Dengue is one of the most important viral infections that occur in tropical and subtropical regions of the world, affecting about 50 million people and causing more than 25,000 deaths annually. In Brazil, dengue virus serotype-1 (DENV-1) was reintroduced in 1981 and since then, the 4 serotypes began to circulate in different regions of the country. Despite the steady increase in the number of cases and the efforts to combat insect transmitter, methods of diagnosis and treatment are still quite deficient, and the viral pathogenesis is still not fully understood. In this regard, our group has been conducting studies whose focus is to evaluate the impact of galectin-1, a carbohydrate-binding protein, in the infection caused by dengue virus type-1. Our data show that macrophages isolated from galectin-1 deficient mice (Lgals1-/-) exhibited greater viral load after in vitro infection compared to cells from wild animals. On the other hand, human endothelial cell lines expressing galectin-1 are less susceptible to DENV-1 infection.

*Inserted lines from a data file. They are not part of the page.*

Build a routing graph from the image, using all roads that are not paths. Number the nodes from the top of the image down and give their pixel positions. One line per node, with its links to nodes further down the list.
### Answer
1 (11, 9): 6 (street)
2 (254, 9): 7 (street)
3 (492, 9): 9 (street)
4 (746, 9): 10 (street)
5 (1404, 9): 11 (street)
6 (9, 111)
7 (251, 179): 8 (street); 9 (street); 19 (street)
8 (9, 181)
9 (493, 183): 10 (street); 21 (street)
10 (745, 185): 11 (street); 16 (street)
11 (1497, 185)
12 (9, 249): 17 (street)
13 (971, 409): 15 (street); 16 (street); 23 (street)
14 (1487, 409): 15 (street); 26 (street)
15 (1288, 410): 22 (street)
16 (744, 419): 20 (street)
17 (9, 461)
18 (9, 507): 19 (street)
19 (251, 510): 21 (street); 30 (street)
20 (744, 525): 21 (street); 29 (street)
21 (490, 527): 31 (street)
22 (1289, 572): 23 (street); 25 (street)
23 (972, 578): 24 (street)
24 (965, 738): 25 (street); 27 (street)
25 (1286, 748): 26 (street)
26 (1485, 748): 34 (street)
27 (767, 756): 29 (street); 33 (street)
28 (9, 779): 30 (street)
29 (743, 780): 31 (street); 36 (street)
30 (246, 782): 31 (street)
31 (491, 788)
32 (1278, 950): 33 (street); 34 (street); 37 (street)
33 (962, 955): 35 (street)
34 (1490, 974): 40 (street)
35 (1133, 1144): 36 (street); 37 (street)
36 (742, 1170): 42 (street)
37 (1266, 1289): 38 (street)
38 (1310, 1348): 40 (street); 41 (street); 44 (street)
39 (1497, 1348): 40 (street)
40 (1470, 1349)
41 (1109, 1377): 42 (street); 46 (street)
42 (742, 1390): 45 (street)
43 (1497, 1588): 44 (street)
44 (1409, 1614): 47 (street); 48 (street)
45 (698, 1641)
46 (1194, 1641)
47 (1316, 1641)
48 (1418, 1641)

Furthermore, a particularly interesting data show that the addition of exogenous galectin-1 to cultures of different human cell lines infected with DENV-1 significantly reduces viral load released by these cells. These data indicate that galectin-1 may play an important role in the pathogenesis of the virus. Therefore, we are encouraged to explore the effects of this protein in viral replication cycle. Our main goal is to identify which one(s) step(s) of viral replication cycle galectin-1 would be interfering, and whether it would be able to decrease its virulence. The elucidation of these processes should contribute not only to the expansion of knowledge in the field of galectins, but also can generate foundation for the development of strategies that facilitate the use of exogenous galectin-1 as a alternative treatment of this disease.